### [Dataset extract]
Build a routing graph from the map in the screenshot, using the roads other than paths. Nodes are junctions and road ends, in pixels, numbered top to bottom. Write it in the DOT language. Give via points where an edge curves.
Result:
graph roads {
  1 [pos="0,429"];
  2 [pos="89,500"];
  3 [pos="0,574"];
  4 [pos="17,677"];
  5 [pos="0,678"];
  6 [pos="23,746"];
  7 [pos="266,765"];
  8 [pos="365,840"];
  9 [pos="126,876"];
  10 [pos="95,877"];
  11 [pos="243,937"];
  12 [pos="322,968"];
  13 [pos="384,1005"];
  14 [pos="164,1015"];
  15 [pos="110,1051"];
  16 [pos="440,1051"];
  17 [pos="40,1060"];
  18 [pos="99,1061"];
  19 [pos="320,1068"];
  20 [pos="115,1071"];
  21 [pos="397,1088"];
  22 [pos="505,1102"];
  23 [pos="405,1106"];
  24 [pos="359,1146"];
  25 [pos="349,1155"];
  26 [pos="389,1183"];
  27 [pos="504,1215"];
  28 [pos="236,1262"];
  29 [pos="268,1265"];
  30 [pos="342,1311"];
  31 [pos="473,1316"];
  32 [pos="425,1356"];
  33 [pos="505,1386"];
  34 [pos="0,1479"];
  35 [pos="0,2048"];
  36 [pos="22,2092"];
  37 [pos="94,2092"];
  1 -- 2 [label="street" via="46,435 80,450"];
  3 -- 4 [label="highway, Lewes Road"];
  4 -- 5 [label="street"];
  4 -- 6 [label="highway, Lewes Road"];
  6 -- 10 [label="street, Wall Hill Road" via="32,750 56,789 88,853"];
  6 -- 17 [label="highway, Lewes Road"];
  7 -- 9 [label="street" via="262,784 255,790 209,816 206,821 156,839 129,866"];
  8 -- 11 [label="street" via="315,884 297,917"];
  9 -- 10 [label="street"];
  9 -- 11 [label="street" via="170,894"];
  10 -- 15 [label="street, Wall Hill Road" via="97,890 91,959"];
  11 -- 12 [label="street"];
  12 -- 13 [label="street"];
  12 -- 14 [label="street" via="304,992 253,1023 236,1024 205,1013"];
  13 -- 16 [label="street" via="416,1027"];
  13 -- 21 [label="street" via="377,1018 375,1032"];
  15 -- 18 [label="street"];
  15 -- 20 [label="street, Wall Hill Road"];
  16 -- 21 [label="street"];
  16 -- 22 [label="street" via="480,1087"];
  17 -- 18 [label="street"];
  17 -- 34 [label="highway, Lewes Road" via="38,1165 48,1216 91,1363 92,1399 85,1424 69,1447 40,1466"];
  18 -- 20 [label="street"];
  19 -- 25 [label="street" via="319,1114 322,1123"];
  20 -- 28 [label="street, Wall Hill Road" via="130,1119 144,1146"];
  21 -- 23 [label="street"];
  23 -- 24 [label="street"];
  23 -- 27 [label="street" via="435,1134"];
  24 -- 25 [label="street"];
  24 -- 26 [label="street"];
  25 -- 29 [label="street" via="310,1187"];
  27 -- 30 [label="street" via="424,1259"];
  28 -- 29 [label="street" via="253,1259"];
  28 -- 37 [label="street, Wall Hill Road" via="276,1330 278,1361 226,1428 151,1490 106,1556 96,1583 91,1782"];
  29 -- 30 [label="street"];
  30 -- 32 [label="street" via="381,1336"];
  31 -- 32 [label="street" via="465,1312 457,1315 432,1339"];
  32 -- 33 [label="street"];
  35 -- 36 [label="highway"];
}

### [Task item]
What is the number of lines in the data that include the word "Lewes"? State only that number.

### [Answer section]
4